In Eloise’s room, the lamp was still lit. She lay naked in among the sheets and the eiderdown. She had a robust, womanly figure that surprised and excited me. Full breasts, a voluptuous ass – so different from the young bodies to which I had become addicted. I slid into the bed beside her, kissing her ardently, entranced by her naked splendor.
She put a delicate finger to my lips to hush me. “Remember, we mustn’t lose ourselves tonight,” she whispered. “We have to be very careful. My brother’s room is right next door. We don’t want him to hear us.” Then she proceeded to accept my unbridled sexual advances. Allowing me to know her in every position, including her mouth, but keeping silent the entire time.
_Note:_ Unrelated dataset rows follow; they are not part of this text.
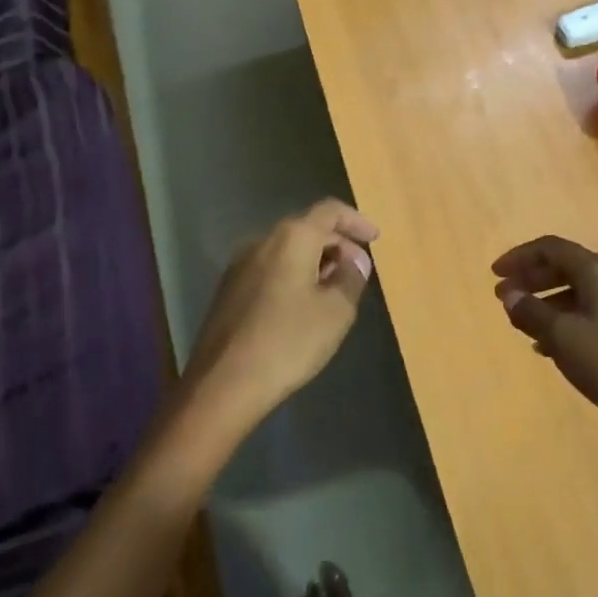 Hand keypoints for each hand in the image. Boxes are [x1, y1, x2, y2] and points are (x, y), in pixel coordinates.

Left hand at [185, 199, 378, 432]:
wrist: (222, 385)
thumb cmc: (288, 342)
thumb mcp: (336, 312)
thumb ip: (351, 279)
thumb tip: (356, 261)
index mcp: (292, 238)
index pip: (330, 211)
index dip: (356, 221)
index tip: (375, 239)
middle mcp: (263, 241)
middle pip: (307, 228)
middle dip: (338, 245)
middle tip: (359, 272)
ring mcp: (240, 265)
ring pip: (287, 250)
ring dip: (316, 261)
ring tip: (335, 290)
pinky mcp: (229, 290)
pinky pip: (270, 269)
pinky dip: (294, 275)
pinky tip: (303, 306)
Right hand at [492, 236, 597, 439]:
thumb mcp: (561, 336)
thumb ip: (531, 311)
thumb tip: (510, 294)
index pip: (551, 248)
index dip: (519, 257)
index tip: (494, 275)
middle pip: (565, 266)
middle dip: (531, 279)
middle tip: (504, 298)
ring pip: (578, 291)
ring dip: (546, 302)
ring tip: (522, 324)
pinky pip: (591, 312)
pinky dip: (565, 320)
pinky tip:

It was her silence that unnerved me. It was her silence that baited me, even while I understood its necessity. It triggered the dark passion in me and provoked me to challenge her. I began to put her through her paces roughly, to see if I might elicit so much as a moan from her lips. She endured all my brutish passion with a compliance that bordered on subservience. Relentlessly, I drove the thick power of my manhood into her. She accepted its full force without a whimper. I even put her through the unthinkable—introducing my member to her anally. She struggled only briefly, then acquiesced.
It soon became apparent to me that even without the formality of the marriage vows Eloise regarded me already as her lord and master. It was a heady feeling; one I hadn’t known since my first wife had died. It made Eloise Whitmore more enticing than ever. At the end of that weekend, I couldn’t wait for Eloise to be my bride.
Why then, you must be asking, did it come to this, my imminent death by poison in a charity ward when I should be enjoying my most celebrated period of literary fame? And why my inability to resist the drink, the opiates, and the lurid pull of the young whores of Baltimore, when a woman of substance, of good breeding and a respected family, was waiting in Richmond to be my devoted wife?
The paralysis now squeezes hard about my lungs, shredding my final breaths. My warden-nurse has taken my right hand in hers, her fingers pressing firmly against the faint pulse in my wrist. As my eyes remain frozen garishly open, surely lending a mask of obscene horror to my face, I know now that God will have little mercy on me after all as I depart this miserable plane.
“It was to save her, you see!” I try vainly to scream at my nurse. But no sounds come. My mouth won’t move and my tongue seems gone. My thoughts are wedged tight against the thin ledge at the back of my barely sighted eyes.
It was to save Eloise Whitmore, who was so full of life, from ever discovering what I knew I would always hunger for.
Who is it who comes now? A sudden face when all around has drifted into darkness. Listen to my tale, whoever you are. It was the body of a dead girl I cherished! It was the world between her legs! Not to marry would have been unthinkable and so I took my cousin to be my child-bride.